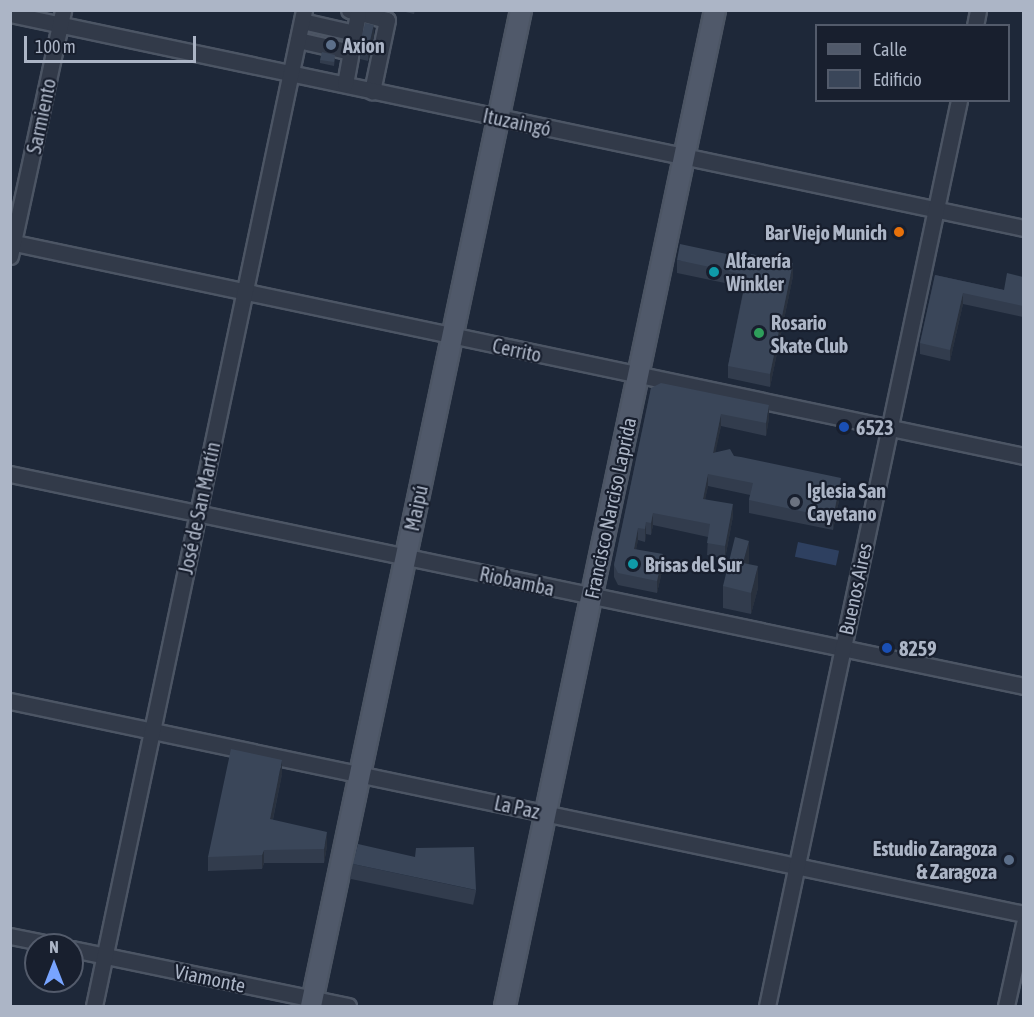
<!DOCTYPE html>
<meta charset="utf-8">
<style>
body{margin:0}
#map{position:relative;width:1034px;height:1017px;overflow:hidden;background:#1e2839;font-family:"Asap Condensed",sans-serif}
div>[style]{position:absolute}
.water>*{inset:0;background:#2e4060;transform-origin:0 0}
.roads{filter:drop-shadow(2px 0 #4c5564) drop-shadow(-2px 0 #4c5564) drop-shadow(0 2px #4c5564) drop-shadow(0 -2px #4c5564)}
.minor>*{height:15px;margin:-7.5px;padding:0 7.5px;transform-origin:7.5px;border-radius:7.5px;background:#323a49}
.major>*{height:20px;margin:-10px;padding:0 10px;transform-origin:10px;border-radius:10px;background:#50596a}
.wall>*{inset:0;background:#323c4d;transform-origin:0 0}
.shaded-wall>*{inset:0;background:#29313e}
.building>*{inset:0;background:#3a4659;transform-origin:0 0}
.dots>*{width:16px;height:16px;translate:-50% -50%;box-sizing:border-box;border:3px solid #181f2e;border-radius:50%}
span{translate:-50% -50%;white-space:nowrap;text-align:center;line-height:1.15;-webkit-text-stroke:4.5px #181f2e;paint-order:stroke}
.poi-label{font-size:20px;color:#acb5c6;font-weight:700}
.left{translate:0 -50%;text-align:left}
.right{translate:-100% -50%;text-align:right}
.street-label{font-size:20px;color:#acb5c6}
.frame{position:absolute;inset:0;border:12px solid #acb5c6;pointer-events:none}
.legend{position:absolute;left:815px;top:24px;width:195px;height:78px;box-sizing:border-box;background:#181f2e;border:2px solid #535b6b;margin:0;padding:8px 10px;list-style:none;font-size:18px;color:#acb5c6}
.legend li{display:flex;align-items:center;gap:12px;height:30px}
.legend b{width:30px;border:2px solid #535b6b}
.north{position:absolute;left:24px;top:933px;width:60px;height:60px;box-sizing:border-box;background:#181f2e;border:2px solid #535b6b;border-radius:50%;rotate:0deg;font-size:16px;font-weight:700;line-height:24px;text-align:center;color:#acb5c6}
.north::after{content:'';display:block;margin:auto;width:21px;height:27px;background:#78a4ff;clip-path:polygon(50% 0,100% 100%,50% 72%,0 100%)}
.scale{position:absolute;left:24px;top:36px;width:172px;height:27px;box-sizing:border-box;border:3px solid #acb5c6;border-top:0;padding-left:8px;font-size:18px;line-height:21px;white-space:nowrap;color:#acb5c6;-webkit-text-stroke:4px #181f2e;paint-order:stroke}
</style>
<div id="map">
<div class="water">
<i style="left:798px;top:542px;width:42px;height:15px;rotate:12deg"></i>
</div>
<div class="roads">
<div class="minor">
<i style="left:349px;top:10px;width:39px;rotate:15deg"></i>
<i style="left:387px;top:20px;width:73px;rotate:101.9deg"></i>
<i style="left:10px;top:14px;width:1036px;rotate:11.92deg"></i>
<i style="left:302px;top:21px;width:54px;rotate:12.8deg"></i>
<i style="left:975px;top:26px;width:16px;rotate:-79deg"></i>
<i style="left:298px;top:40px;width:54px;rotate:12.8deg"></i>
<i style="left:345px;top:84px;width:72px;rotate:-79.6deg"></i>
<i style="left:10px;top:242px;width:1036px;rotate:11.92deg"></i>
<i style="left:10px;top:256px;width:252px;rotate:-77.8deg"></i>
<i style="left:10px;top:474px;width:1036px;rotate:11.81deg"></i>
<i style="left:10px;top:701px;width:1036px;rotate:11.86deg"></i>
<i style="left:10px;top:936px;width:46px;rotate:11.3deg"></i>
<i style="left:72px;top:949px;width:282px;rotate:11.7deg"></i>
<i style="left:94px;top:1006px;width:1018px;rotate:-78.09deg"></i>
<i style="left:767px;top:1006px;width:926px;rotate:-78.03deg"></i>
<i style="left:1006px;top:1006px;width:84px;rotate:-77.6deg"></i>
</div>
<div class="major">
<i style="left:311px;top:1006px;width:1018px;rotate:-78.09deg"></i>
<i style="left:505px;top:1006px;width:1018px;rotate:-78.09deg"></i>
</div>
</div>
<div class="wall">
<i style="clip-path:polygon(397px 10px,415px 10px,414px 14px)"></i>
<i style="clip-path:polygon(374px 36px,368px 61px,360px 59px,360px 48px)"></i>
<i style="clip-path:polygon(335px 58px,334px 66px,320px 63px,320px 60px)"></i>
<i style="clip-path:polygon(677px 260px,793px 276px,770px 387px,728px 378px,728px 366px,744px 287px,677px 273px)"></i>
<i style="clip-path:polygon(935px 275px,1004px 290px,1023px 277px,1023px 317px,963px 304px,950px 361px,920px 354px,920px 343px)"></i>
<i style="clip-path:polygon(651px 388px,769px 418px,766px 436px,721px 426px,715px 452px,734px 456px,841px 491px,833px 530px,749px 513px,749px 500px,750px 495px,708px 486px,705px 499px,733px 516px,725px 559px,707px 555px,708px 537px,653px 525px,651px 535px,646px 534px,645px 542px,638px 540px,636px 549px,663px 567px,657px 593px,618px 585px,614px 577px,614px 565px)"></i>
<i style="clip-path:polygon(749px 562px,748px 564px,758px 588px,751px 614px,723px 608px,723px 586px)"></i>
<i style="clip-path:polygon(282px 774px,273px 820px,327px 846px,324px 863px,264px 863px,262px 869px,208px 871px,208px 857px)"></i>
<i style="left:353px;top:864px;width:126px;height:15px;rotate:12deg"></i>
</div>
<div class="shaded-wall">
<i style="clip-path:polygon(374px 25px,374px 36px,368px 61px,368px 50px)"></i>
<i style="clip-path:polygon(793px 263px,793px 276px,770px 387px,770px 374px)"></i>
<i style="clip-path:polygon(963px 293px,963px 304px,950px 361px,950px 350px)"></i>
<i style="clip-path:polygon(769px 405px,769px 418px,766px 436px,766px 423px)"></i>
<i style="clip-path:polygon(721px 414px,721px 426px,713px 465px,713px 453px)"></i>
<i style="clip-path:polygon(708px 474px,708px 486px,703px 511px,703px 499px)"></i>
<i style="clip-path:polygon(841px 478px,841px 491px,833px 530px,833px 518px)"></i>
<i style="clip-path:polygon(733px 504px,733px 516px,725px 559px,725px 546px)"></i>
<i style="clip-path:polygon(653px 513px,653px 525px,651px 535px,651px 523px)"></i>
<i style="clip-path:polygon(646px 522px,646px 534px,645px 542px,645px 529px)"></i>
<i style="clip-path:polygon(638px 528px,638px 540px,634px 561px,634px 549px)"></i>
<i style="clip-path:polygon(749px 541px,749px 562px,743px 585px,743px 563px)"></i>
<i style="clip-path:polygon(663px 554px,663px 567px,657px 593px,657px 581px)"></i>
<i style="clip-path:polygon(758px 566px,758px 588px,751px 614px,751px 593px)"></i>
<i style="clip-path:polygon(282px 760px,282px 774px,270px 833px,270px 819px)"></i>
<i style="clip-path:polygon(327px 832px,327px 846px,324px 863px,324px 849px)"></i>
<i style="clip-path:polygon(264px 850px,264px 863px,262px 869px,262px 855px)"></i>
</div>
<div class="building">
<i style="left:365px;top:23px;width:9px;height:25px;rotate:13deg"></i>
<i style="clip-path:polygon(322px 52px,335px 55px,334px 62px,320px 60px)"></i>
<i style="clip-path:polygon(680px 244px,750px 259px,751px 254px,793px 263px,770px 374px,728px 366px,747px 275px,677px 260px)"></i>
<i style="clip-path:polygon(1007px 273px,1023px 277px,1023px 306px,963px 293px,950px 350px,920px 343px,935px 275px,1004px 290px)"></i>
<i style="clip-path:polygon(661px 383px,769px 405px,766px 423px,721px 414px,713px 453px,730px 449px,734px 456px,741px 457px,841px 478px,833px 518px,749px 500px,753px 483px,708px 474px,703px 499px,733px 504px,725px 546px,707px 543px,710px 524px,653px 513px,651px 523px,646px 522px,645px 529px,638px 528px,634px 549px,663px 554px,657px 581px,618px 573px,614px 565px,651px 388px)"></i>
<i style="clip-path:polygon(735px 537px,749px 541px,743px 563px,758px 566px,751px 593px,723px 586px)"></i>
<i style="clip-path:polygon(231px 749px,282px 760px,270px 819px,327px 832px,324px 849px,264px 850px,262px 855px,208px 857px)"></i>
<i style="clip-path:polygon(358px 844px,415px 857px,416px 848px,474px 847px,476px 890px,353px 864px)"></i>
</div>
<div class="dots">
<i style="left:331px;top:45px;background:#5c6f8a"></i>
<i style="left:899px;top:232px;background:#e8710a"></i>
<i style="left:714px;top:272px;background:#0f9aa8"></i>
<i style="left:759px;top:333px;background:#2e9e5b"></i>
<i style="left:844px;top:427px;background:#1a4fb4"></i>
<i style="left:795px;top:502px;background:#6b7280"></i>
<i style="left:633px;top:564px;background:#0f9aa8"></i>
<i style="left:887px;top:648px;background:#1a4fb4"></i>
<i style="left:1009px;top:860px;background:#5c6f8a"></i>
</div>
<div class="poi-label">
<span class="left" style="left:343px;top:45px">Axion</span>
<span class="right" style="left:887px;top:232px">Bar Viejo Munich</span>
<span class="left" style="left:726px;top:272px">Alfarería<br>Winkler</span>
<span class="left" style="left:771px;top:334px">Rosario<br>Skate Club</span>
<span class="left" style="left:856px;top:427px">6523</span>
<span class="left" style="left:807px;top:502px">Iglesia San<br>Cayetano</span>
<span class="left" style="left:645px;top:564px">Brisas del Sur</span>
<span class="left" style="left:899px;top:648px">8259</span>
<span class="right" style="left:997px;top:860px">Estudio Zaragoza<br>&amp; Zaragoza</span>
</div>
<div class="street-label">
<span style="left:41px;top:116px;rotate:-78deg">Sarmiento</span>
<span style="left:517px;top:122px;rotate:12deg">Ituzaingó</span>
<span style="left:517px;top:350px;rotate:12deg">Cerrito</span>
<span style="left:199px;top:508px;rotate:-78deg">José de San Martín</span>
<span style="left:416px;top:508px;rotate:-78deg">Maipú</span>
<span style="left:610px;top:508px;rotate:-78deg">Francisco Narciso Laprida</span>
<span style="left:517px;top:581px;rotate:12deg">Riobamba</span>
<span style="left:855px;top:589px;rotate:-78deg">Buenos Aires</span>
<span style="left:517px;top:807px;rotate:12deg">La Paz</span>
<span style="left:210px;top:978px;rotate:12deg">Viamonte</span>
</div>
<div class="frame"></div>
<ul class="legend">
<li><b style="height:8px;background:#50596a"></b>Calle</li>
<li><b style="height:16px;background:#3a4659"></b>Edificio</li>
</ul>
<div class="north">N</div>
<div class="scale">100 m</div>
</div>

━━━━

Problem statement: From the line containing "52px,335px 55px,334px 62px,320px" down to the line containing "537px,749px 541px,743px 563px,758px" in the material above, reproduce every line exactly, including the two end lines.

Expected output:
<i style="clip-path:polygon(322px 52px,335px 55px,334px 62px,320px 60px)"></i>
<i style="clip-path:polygon(680px 244px,750px 259px,751px 254px,793px 263px,770px 374px,728px 366px,747px 275px,677px 260px)"></i>
<i style="clip-path:polygon(1007px 273px,1023px 277px,1023px 306px,963px 293px,950px 350px,920px 343px,935px 275px,1004px 290px)"></i>
<i style="clip-path:polygon(661px 383px,769px 405px,766px 423px,721px 414px,713px 453px,730px 449px,734px 456px,741px 457px,841px 478px,833px 518px,749px 500px,753px 483px,708px 474px,703px 499px,733px 504px,725px 546px,707px 543px,710px 524px,653px 513px,651px 523px,646px 522px,645px 529px,638px 528px,634px 549px,663px 554px,657px 581px,618px 573px,614px 565px,651px 388px)"></i>
<i style="clip-path:polygon(735px 537px,749px 541px,743px 563px,758px 566px,751px 593px,723px 586px)"></i>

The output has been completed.